[Stored items]
☆ ☆ ☆ ☆
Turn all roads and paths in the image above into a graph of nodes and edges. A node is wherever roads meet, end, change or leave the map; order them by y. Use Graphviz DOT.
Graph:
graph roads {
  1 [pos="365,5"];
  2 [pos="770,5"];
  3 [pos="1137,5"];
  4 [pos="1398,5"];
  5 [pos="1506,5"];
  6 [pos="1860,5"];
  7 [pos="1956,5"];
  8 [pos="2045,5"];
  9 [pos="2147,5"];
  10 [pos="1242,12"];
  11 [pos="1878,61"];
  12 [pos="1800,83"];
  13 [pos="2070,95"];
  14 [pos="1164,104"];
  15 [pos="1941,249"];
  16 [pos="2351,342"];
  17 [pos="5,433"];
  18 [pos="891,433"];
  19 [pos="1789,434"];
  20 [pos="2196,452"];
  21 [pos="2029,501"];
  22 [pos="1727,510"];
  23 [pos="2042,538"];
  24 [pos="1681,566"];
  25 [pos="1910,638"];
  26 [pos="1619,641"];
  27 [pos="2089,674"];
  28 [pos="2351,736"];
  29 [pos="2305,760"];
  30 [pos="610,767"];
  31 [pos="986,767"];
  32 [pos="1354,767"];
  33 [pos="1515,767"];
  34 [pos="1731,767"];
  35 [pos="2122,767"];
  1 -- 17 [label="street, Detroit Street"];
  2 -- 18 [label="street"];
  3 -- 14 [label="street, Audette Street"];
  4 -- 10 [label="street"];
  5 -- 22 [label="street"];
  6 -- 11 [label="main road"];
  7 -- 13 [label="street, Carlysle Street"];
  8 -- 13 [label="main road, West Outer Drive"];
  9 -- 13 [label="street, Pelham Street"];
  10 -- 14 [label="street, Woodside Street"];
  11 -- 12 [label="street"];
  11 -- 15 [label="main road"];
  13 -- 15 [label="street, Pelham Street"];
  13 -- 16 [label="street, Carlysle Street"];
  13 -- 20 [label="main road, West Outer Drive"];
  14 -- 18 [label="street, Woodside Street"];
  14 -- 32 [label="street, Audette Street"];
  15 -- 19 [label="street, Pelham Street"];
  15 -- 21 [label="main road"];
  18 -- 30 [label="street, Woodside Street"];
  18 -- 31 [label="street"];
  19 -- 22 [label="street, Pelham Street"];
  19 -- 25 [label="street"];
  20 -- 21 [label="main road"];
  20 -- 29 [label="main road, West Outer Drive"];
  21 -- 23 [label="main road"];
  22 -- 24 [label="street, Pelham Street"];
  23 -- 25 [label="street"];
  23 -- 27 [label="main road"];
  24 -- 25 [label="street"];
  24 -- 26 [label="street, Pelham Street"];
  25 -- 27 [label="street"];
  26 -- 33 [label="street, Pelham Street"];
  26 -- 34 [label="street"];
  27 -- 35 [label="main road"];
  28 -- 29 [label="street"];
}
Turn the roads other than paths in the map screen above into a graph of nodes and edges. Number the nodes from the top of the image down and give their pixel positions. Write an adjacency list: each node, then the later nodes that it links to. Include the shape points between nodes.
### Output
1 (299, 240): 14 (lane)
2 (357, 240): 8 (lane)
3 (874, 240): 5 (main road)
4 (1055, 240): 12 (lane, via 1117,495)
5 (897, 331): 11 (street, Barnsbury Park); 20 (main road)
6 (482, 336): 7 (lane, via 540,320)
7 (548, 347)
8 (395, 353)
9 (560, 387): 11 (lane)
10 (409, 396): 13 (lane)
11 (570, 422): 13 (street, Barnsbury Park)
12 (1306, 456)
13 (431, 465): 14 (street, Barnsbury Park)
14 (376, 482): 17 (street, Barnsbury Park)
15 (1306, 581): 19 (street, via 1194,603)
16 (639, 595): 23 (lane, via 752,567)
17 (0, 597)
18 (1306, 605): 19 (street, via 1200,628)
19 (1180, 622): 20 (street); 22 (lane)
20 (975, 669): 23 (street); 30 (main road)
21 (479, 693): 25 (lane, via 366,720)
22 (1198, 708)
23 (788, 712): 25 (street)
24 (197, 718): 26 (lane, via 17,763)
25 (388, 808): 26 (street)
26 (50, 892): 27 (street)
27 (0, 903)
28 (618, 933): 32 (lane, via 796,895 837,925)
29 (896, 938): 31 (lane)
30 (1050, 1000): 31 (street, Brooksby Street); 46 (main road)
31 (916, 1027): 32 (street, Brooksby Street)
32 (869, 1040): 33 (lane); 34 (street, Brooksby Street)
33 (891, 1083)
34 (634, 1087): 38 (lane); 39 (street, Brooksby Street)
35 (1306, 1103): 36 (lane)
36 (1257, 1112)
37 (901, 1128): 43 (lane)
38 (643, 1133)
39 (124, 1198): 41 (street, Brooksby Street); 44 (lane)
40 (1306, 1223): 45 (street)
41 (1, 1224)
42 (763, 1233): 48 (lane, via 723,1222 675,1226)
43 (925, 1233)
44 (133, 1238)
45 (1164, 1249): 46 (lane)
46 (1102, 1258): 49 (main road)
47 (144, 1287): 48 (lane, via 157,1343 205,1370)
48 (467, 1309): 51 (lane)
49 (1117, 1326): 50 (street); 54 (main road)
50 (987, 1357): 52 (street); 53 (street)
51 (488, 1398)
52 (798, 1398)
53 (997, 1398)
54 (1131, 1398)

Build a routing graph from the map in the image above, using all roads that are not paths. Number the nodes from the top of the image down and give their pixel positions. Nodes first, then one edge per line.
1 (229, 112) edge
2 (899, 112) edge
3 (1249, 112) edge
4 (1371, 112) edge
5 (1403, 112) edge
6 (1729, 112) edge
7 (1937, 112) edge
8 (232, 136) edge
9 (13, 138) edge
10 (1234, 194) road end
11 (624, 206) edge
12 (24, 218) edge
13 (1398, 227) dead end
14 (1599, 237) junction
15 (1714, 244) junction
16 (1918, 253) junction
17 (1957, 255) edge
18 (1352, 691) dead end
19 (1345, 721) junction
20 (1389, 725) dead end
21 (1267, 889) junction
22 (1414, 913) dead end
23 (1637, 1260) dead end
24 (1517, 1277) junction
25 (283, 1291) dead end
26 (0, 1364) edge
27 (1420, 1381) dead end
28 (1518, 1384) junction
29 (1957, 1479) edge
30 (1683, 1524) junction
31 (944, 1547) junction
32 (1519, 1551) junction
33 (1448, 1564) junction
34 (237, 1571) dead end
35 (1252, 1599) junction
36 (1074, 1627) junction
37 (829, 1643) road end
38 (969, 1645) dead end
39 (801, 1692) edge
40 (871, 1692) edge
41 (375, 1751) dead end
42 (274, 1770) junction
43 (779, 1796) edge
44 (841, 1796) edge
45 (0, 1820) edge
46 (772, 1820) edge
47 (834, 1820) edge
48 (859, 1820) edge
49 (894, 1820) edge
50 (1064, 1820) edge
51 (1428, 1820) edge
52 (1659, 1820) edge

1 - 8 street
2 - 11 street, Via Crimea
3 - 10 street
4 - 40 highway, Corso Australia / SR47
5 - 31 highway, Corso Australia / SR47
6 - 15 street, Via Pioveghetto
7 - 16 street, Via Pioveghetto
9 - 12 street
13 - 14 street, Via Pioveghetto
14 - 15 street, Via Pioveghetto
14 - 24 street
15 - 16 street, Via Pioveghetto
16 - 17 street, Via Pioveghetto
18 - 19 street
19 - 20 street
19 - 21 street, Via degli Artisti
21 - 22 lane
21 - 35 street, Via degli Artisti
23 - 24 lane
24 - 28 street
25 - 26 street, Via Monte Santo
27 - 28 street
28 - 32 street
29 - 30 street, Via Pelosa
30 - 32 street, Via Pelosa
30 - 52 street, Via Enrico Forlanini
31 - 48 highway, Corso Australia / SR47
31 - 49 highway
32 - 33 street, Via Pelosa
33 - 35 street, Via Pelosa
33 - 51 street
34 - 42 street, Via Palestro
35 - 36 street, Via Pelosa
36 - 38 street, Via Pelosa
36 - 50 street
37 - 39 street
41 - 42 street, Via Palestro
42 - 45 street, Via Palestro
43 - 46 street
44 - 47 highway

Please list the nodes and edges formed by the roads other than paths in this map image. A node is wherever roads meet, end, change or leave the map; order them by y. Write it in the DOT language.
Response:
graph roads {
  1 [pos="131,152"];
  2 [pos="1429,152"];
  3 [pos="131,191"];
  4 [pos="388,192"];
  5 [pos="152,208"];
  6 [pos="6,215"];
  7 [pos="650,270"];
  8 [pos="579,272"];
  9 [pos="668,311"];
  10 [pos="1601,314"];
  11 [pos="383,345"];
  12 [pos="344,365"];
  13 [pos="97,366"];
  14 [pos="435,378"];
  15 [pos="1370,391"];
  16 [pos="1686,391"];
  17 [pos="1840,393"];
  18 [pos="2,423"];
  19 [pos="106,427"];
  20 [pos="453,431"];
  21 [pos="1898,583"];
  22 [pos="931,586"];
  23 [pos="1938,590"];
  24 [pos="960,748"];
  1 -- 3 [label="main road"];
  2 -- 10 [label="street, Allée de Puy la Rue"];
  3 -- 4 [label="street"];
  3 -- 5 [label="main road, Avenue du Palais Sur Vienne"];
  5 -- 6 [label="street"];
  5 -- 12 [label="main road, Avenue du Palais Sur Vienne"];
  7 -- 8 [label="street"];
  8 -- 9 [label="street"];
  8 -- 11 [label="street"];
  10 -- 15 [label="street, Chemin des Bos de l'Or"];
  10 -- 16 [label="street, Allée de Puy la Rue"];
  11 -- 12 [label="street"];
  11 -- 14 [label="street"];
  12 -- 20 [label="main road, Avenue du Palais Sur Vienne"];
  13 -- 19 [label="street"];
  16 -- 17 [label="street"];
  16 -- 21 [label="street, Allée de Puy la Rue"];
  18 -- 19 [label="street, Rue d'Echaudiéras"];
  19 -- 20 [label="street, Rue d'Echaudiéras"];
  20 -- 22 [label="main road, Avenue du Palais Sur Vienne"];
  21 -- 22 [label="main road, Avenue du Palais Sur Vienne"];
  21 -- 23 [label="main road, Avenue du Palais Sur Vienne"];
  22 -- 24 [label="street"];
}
☆ ☆ ☆ ☆
Count the lines above holding "dead". Give only the number.

RESULT: 10